Stored items
=====

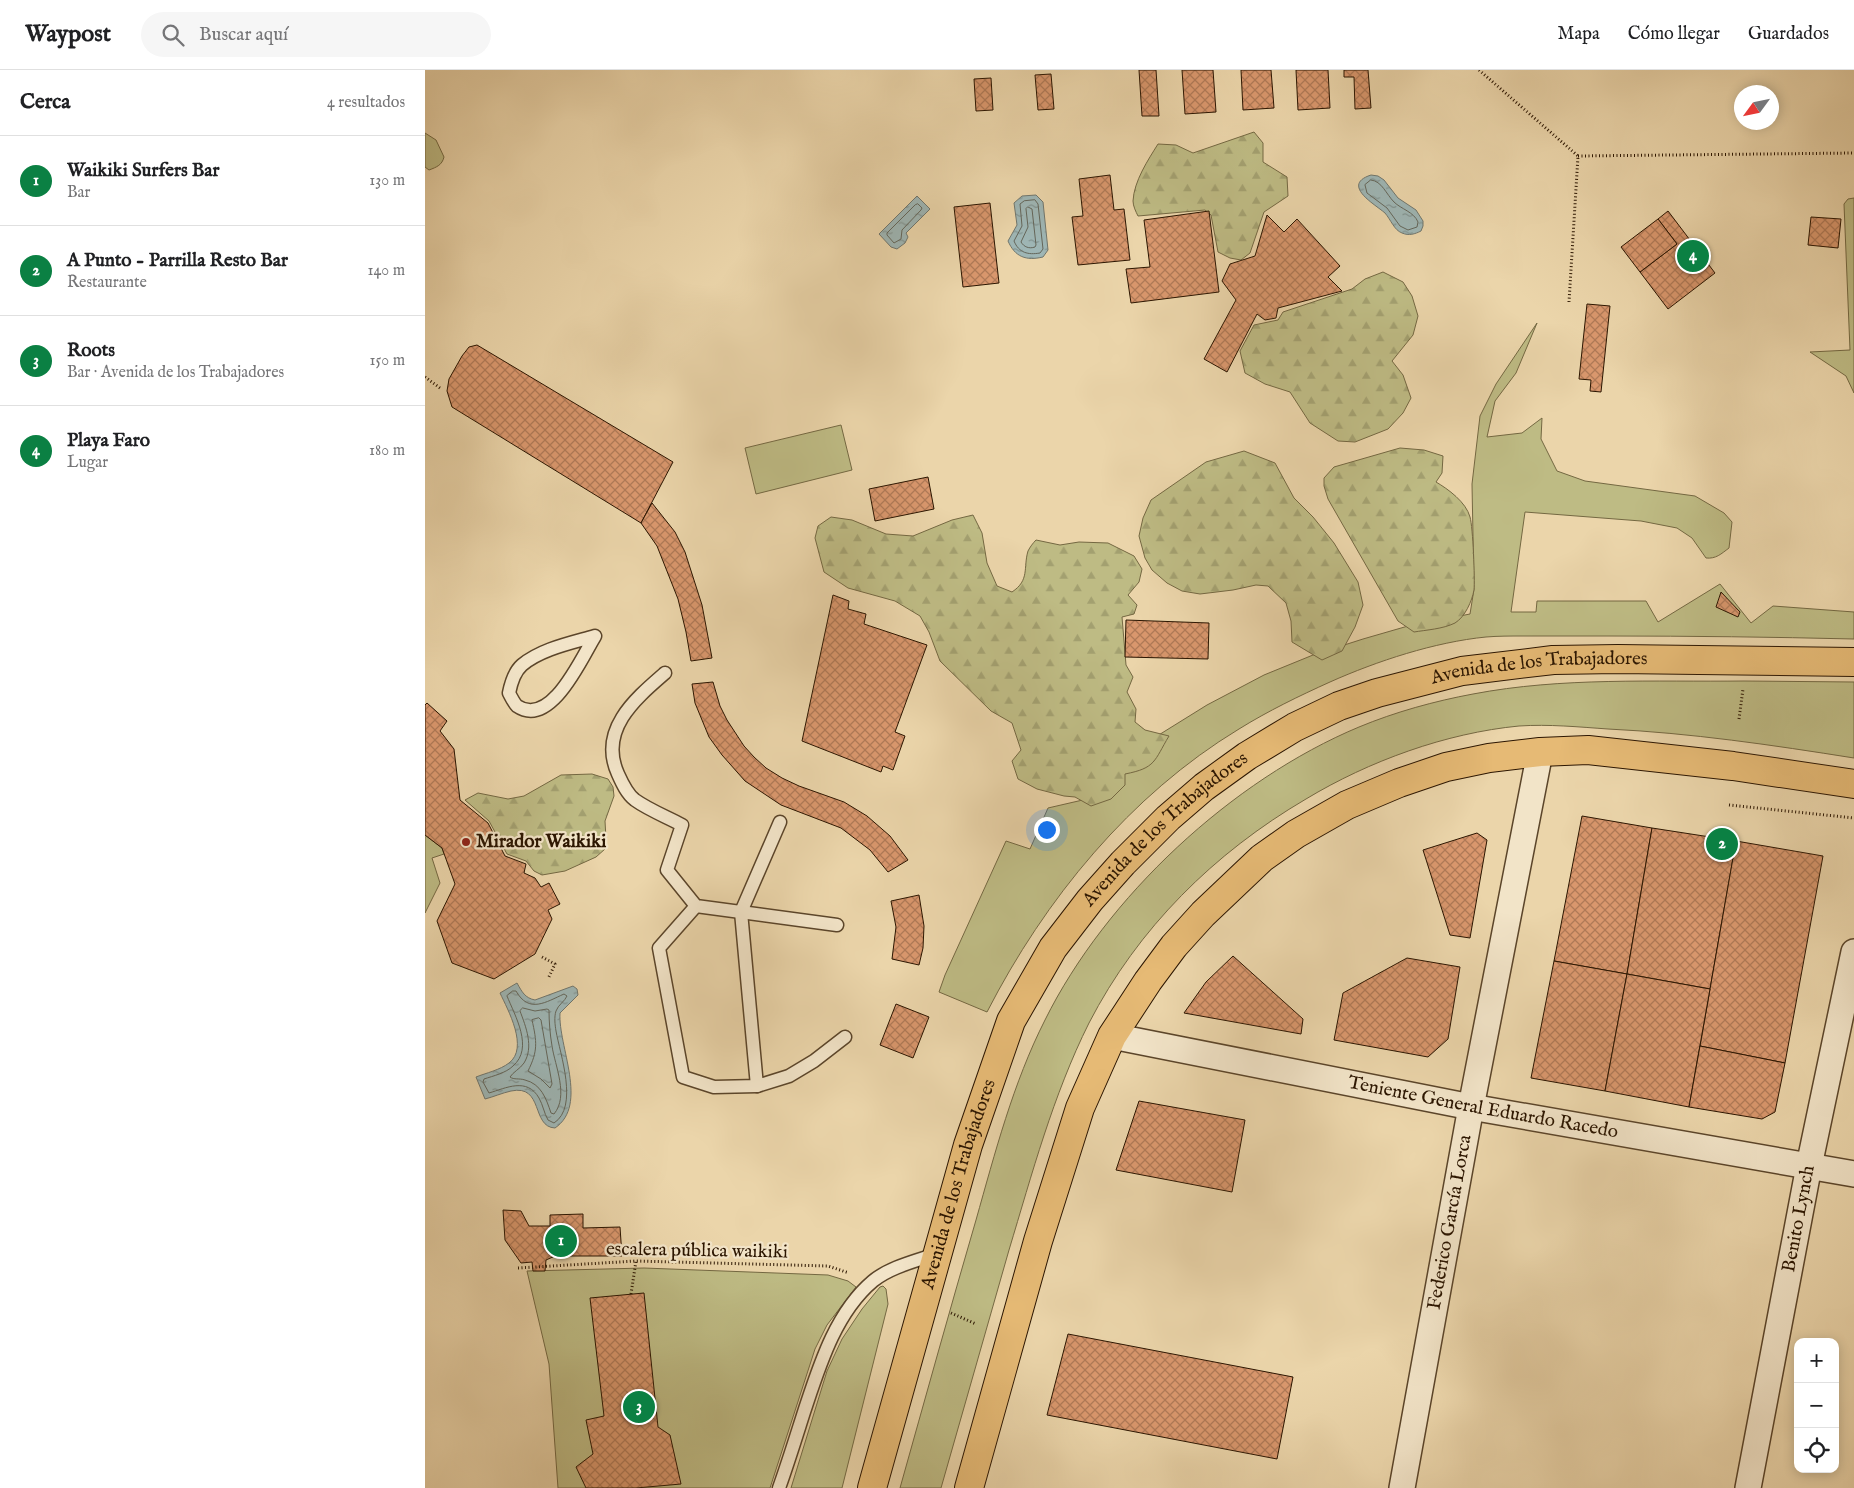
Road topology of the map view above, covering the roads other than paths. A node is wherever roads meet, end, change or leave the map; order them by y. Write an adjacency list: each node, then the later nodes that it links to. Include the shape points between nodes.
1 (595, 636): 1 (lane, via 539,655 521,666 511,681 509,693 517,706 531,711 549,704 560,693)
2 (1854, 662): 17 (main road, Avenida de los Trabajadores, via 1618,658 1562,660 1462,671 1339,706 1295,727 1247,756 1168,818 1090,900 1053,948 1011,1021 968,1145)
3 (665, 672): 7 (lane, via 639,695 620,718 613,741 614,765 633,799 682,826 667,870)
4 (1540, 752): 5 (main road, via 1588,750 1733,766); 11 (main road, via 1489,758 1399,783 1347,804 1296,834 1262,858 1174,946); 14 (street, Federico García Lorca)
5 (1854, 784)
6 (780, 822): 8 (lane)
7 (696, 906): 8 (lane); 13 (lane, via 659,948 683,1077 714,1087)
8 (741, 912): 9 (lane); 13 (lane)
9 (837, 925)
10 (1854, 952): 15 (street, Benito Lynch)
11 (1112, 1036): 14 (street, Teniente General Eduardo Racedo); 20 (main road, via 1080,1108 1038,1240)
12 (845, 1037): 13 (lane, via 815,1061 789,1076)
13 (757, 1086)
14 (1471, 1107): 15 (street, Teniente General Eduardo Racedo); 21 (street, Federico García Lorca)
15 (1809, 1166): 16 (street, Teniente General Eduardo Racedo); 22 (street, Benito Lynch)
16 (1854, 1174)
17 (938, 1253): 18 (lane, via 873,1281 835,1330 821,1359); 19 (main road, Avenida de los Trabajadores)
18 (779, 1488)
19 (872, 1488)
20 (969, 1488)
21 (1402, 1488)
22 (1748, 1488)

=====

**YOUR INSTRUCTIONS:**
Leaving out the pictures, repeat all the entries exactly as they stand.

**RESULT FOR THIS TASK:**
Road topology of the map view above, covering the roads other than paths. A node is wherever roads meet, end, change or leave the map; order them by y. Write an adjacency list: each node, then the later nodes that it links to. Include the shape points between nodes.
1 (595, 636): 1 (lane, via 539,655 521,666 511,681 509,693 517,706 531,711 549,704 560,693)
2 (1854, 662): 17 (main road, Avenida de los Trabajadores, via 1618,658 1562,660 1462,671 1339,706 1295,727 1247,756 1168,818 1090,900 1053,948 1011,1021 968,1145)
3 (665, 672): 7 (lane, via 639,695 620,718 613,741 614,765 633,799 682,826 667,870)
4 (1540, 752): 5 (main road, via 1588,750 1733,766); 11 (main road, via 1489,758 1399,783 1347,804 1296,834 1262,858 1174,946); 14 (street, Federico García Lorca)
5 (1854, 784)
6 (780, 822): 8 (lane)
7 (696, 906): 8 (lane); 13 (lane, via 659,948 683,1077 714,1087)
8 (741, 912): 9 (lane); 13 (lane)
9 (837, 925)
10 (1854, 952): 15 (street, Benito Lynch)
11 (1112, 1036): 14 (street, Teniente General Eduardo Racedo); 20 (main road, via 1080,1108 1038,1240)
12 (845, 1037): 13 (lane, via 815,1061 789,1076)
13 (757, 1086)
14 (1471, 1107): 15 (street, Teniente General Eduardo Racedo); 21 (street, Federico García Lorca)
15 (1809, 1166): 16 (street, Teniente General Eduardo Racedo); 22 (street, Benito Lynch)
16 (1854, 1174)
17 (938, 1253): 18 (lane, via 873,1281 835,1330 821,1359); 19 (main road, Avenida de los Trabajadores)
18 (779, 1488)
19 (872, 1488)
20 (969, 1488)
21 (1402, 1488)
22 (1748, 1488)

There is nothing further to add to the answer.